The exercise was operationally simple: the unmanned X-47B took off from the carrier’s deck, followed by a manned F/A-18 Hornet. Then the X-47B landed on the deck, folded up its wings, and an operator on the deck steered the drone aside, while the Hornet landed on the same deck. It might be a simple concept, but successfully integrating both manned and unmanned aircraft into the same flight patterns, especially on the confined space of an aircraft carrier, is essential for future operations. It’s similar to the challenge of making sure driverless cars can safely avoid cars with human drivers, but doing so at high speeds in three dimensions on a rocking platform in the middle of the ocean with airplanes worth millions of dollars.

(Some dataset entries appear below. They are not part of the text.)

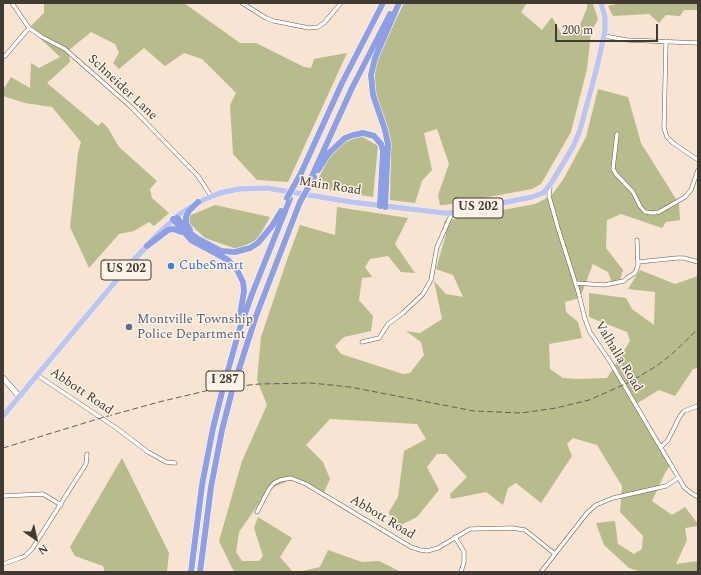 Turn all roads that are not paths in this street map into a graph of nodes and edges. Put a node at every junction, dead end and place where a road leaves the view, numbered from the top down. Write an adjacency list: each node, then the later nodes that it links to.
1 (12, 3): 7 (street, Schneider Lane)
2 (242, 3): 3 (street)
3 (340, 3)
4 (383, 3): 18 (highway, bridge)
5 (397, 3): 15 (highway); 20 (highway)
6 (601, 3): 8 (main road)
7 (29, 28): 11 (street); 17 (street, Schneider Lane)
8 (604, 36): 9 (street); 16 (main road)
9 (666, 41): 10 (street); 13 (street)
10 (698, 43)
11 (5, 56)
12 (617, 134): 14 (street)
13 (698, 160)
14 (698, 170)
15 (313, 176): 20 (highway); 49 (highway, I 287, bridge)
16 (550, 187): 21 (main road, Main Road / US 202); 29 (street, Valhalla Road)
17 (211, 196): 19 (main road, Main Road / US 202); 20 (main road, Main Road / US 202)
18 (288, 199): 24 (highway); 31 (highway, I 287)
19 (198, 202): 22 (main road, Main Road / US 202); 24 (highway)
20 (382, 206): 21 (main road, Main Road / US 202)
21 (452, 213): 30 (street)
22 (174, 218): 23 (highway); 24 (highway); 26 (main road, Main Road / US 202)
23 (184, 234): 26 (highway); 31 (highway)
24 (194, 237)
25 (637, 240): 27 (street)
26 (147, 246): 32 (main road, Main Road / US 202)
27 (638, 262): 28 (street); 29 (street)
28 (698, 262)
29 (575, 283): 37 (street, Valhalla Road)
30 (362, 342)
31 (228, 369): 48 (highway, I 287)
32 (37, 375): 34 (main road, Main Road / US 202); 39 (street, Abbott Road)
33 (3, 378): 34 (main road)
34 (19, 396): 36 (main road, Main Road / US 202)
35 (698, 406): 37 (street)
36 (3, 416)
37 (661, 446): 40 (street, Valhalla Road)
38 (88, 454): 43 (street)
39 (175, 463)
40 (678, 478): 42 (street, Valhalla Road); 46 (street)
41 (3, 496): 43 (street)
42 (698, 497)
43 (60, 505): 47 (street)
44 (257, 512): 45 (street, Abbott Road)
45 (456, 538): 46 (street, Abbott Road); 50 (street)
46 (555, 554): 51 (street)
47 (3, 564)
48 (191, 572)
49 (200, 572)
50 (461, 572)
51 (541, 572) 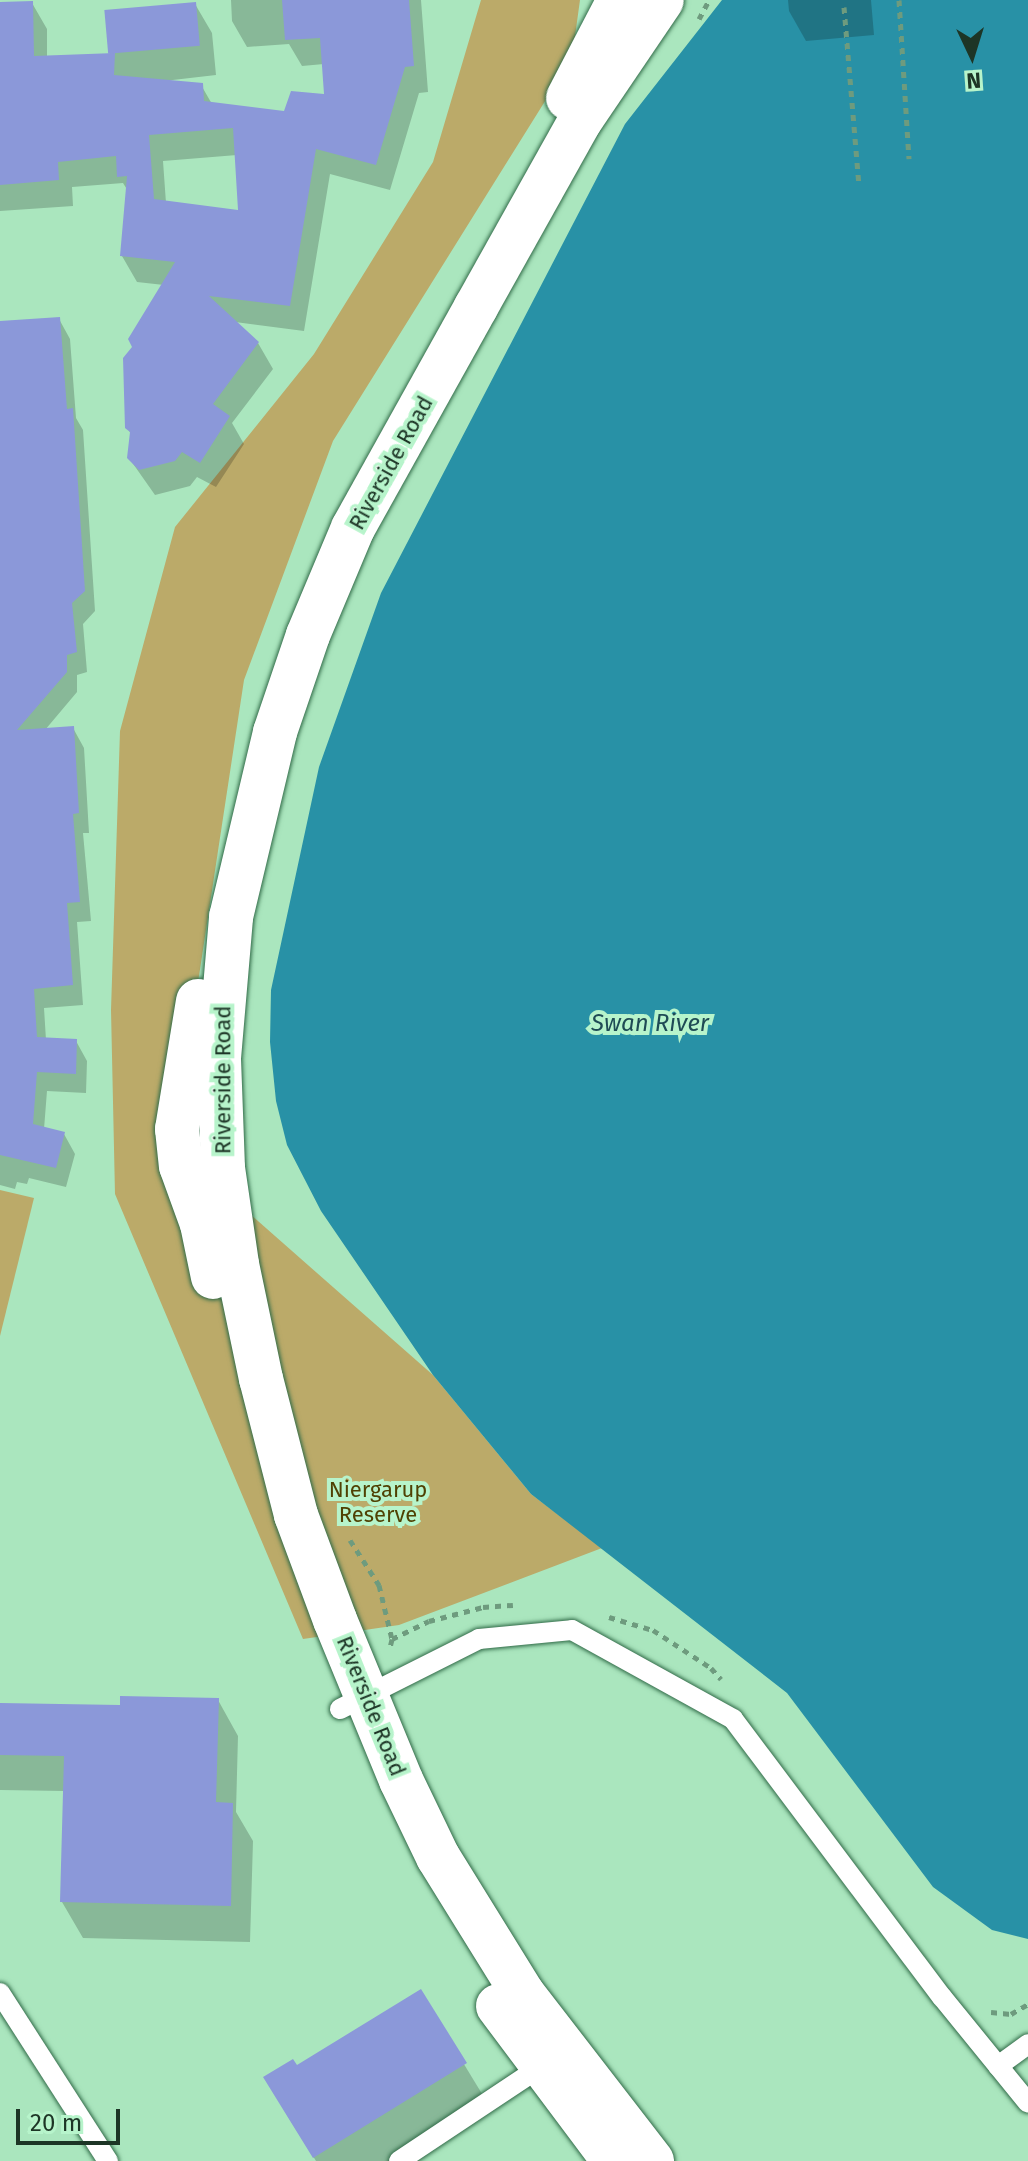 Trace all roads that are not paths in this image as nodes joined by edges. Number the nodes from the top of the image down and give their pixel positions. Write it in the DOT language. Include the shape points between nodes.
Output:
graph roads {
  1 [pos="619,0"];
  2 [pos="678,14"];
  3 [pos="363,1698"];
  4 [pos="0,1993"];
  5 [pos="1028,2044"];
  6 [pos="554,2059"];
  7 [pos="998,2066"];
  8 [pos="1028,2103"];
  9 [pos="108,2161"];
  10 [pos="399,2161"];
  11 [pos="614,2161"];
  12 [pos="652,2161"];
  1 -- 3 [label="street, Riverside Road" via="340,508 262,698 233,798 216,884 177,1129 181,1166 202,1224 245,1418 290,1581"];
  2 -- 3 [label="street, Riverside Road" via="580,121 353,528 275,732 231,917 219,1058 223,1168 237,1264 296,1515"];
  3 -- 6 [label="street, Riverside Road" via="382,1808 429,1898"];
  3 -- 7 [label="lane" via="479,1639 572,1630 733,1719"];
  4 -- 9 [label="lane"];
  5 -- 7 [label="lane"];
  6 -- 10 [label="lane"];
  6 -- 11 [label="street, Riverside Road"];
  6 -- 12 [label="street, Riverside Road"];
  7 -- 8 [label="lane"];
} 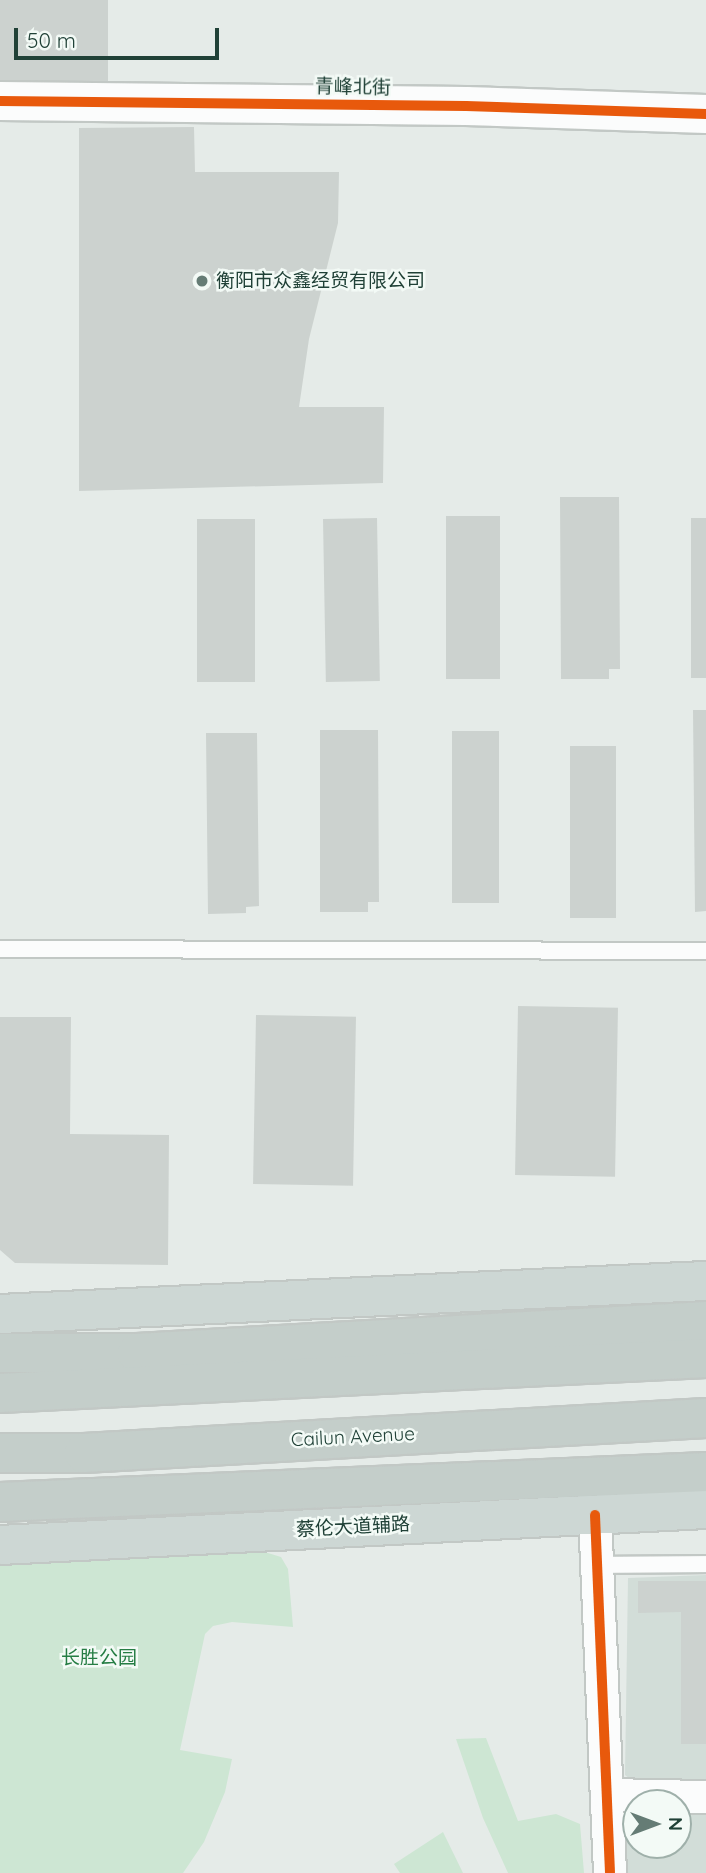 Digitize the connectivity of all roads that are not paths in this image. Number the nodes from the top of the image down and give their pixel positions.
1 (0, 101) edge
2 (706, 114) edge
3 (0, 950) edge
4 (706, 951) edge
5 (706, 1281) edge
6 (0, 1314) edge
7 (706, 1321) edge
8 (1, 1353) edge
9 (706, 1358) edge
10 (0, 1393) edge
11 (706, 1418) edge
12 (0, 1454) edge
13 (706, 1472) edge
14 (2, 1501) edge
15 (706, 1509) edge
16 (595, 1515) junction
17 (0, 1545) edge
18 (706, 1564) edge
19 (597, 1565) junction
20 (608, 1795) junction
21 (706, 1797) edge
22 (610, 1873) edge

1 - 2 street, 青峰北街
3 - 4 lane
5 - 6 main road
7 - 8 highway
9 - 10 highway
11 - 12 highway, Cailun Avenue
13 - 14 highway
15 - 16 main road, 蔡伦大道辅路
16 - 17 main road, 蔡伦大道辅路
16 - 19 street
18 - 19 lane
19 - 20 street
20 - 21 street
20 - 22 street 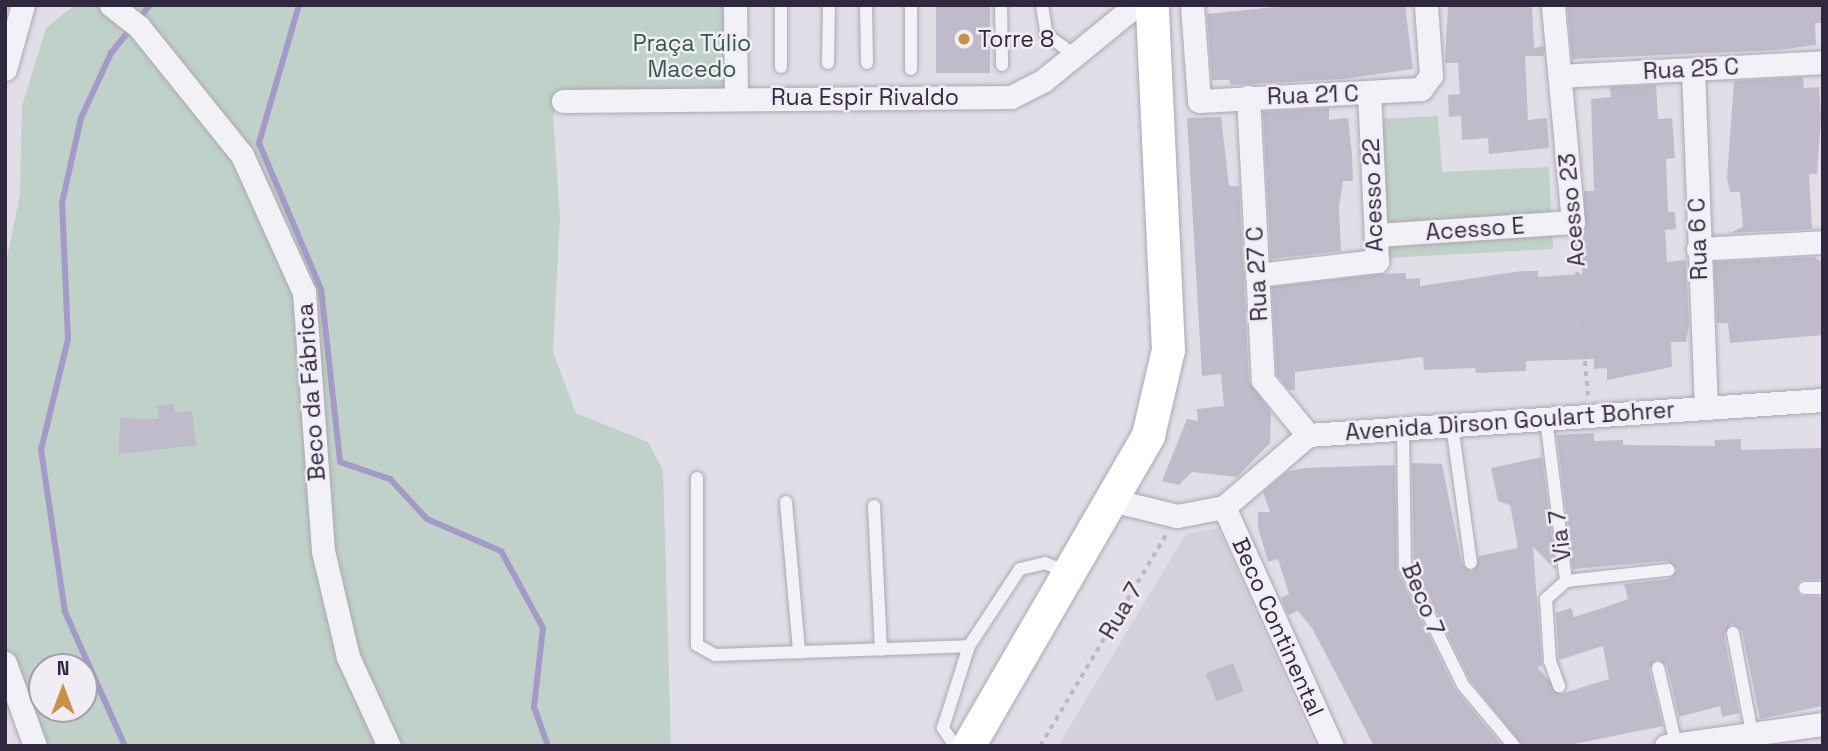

The X-47B has earned a pair of nicknames: “Dorito” from its wedge-shaped body, and “Cylon” from its incredibly sophisticated robotic brain. Unlike most drones, which have a pilot dictating their every move by remote control, the X-47B is largely autonomous, calculating its flight paths. Last summer, the X-47B successfully landed on an aircraft carrier twice. (It aborted a third landing, but it did so to avoid crashing into the aircraft carrier, and safely landed on an airstrip elsewhere.)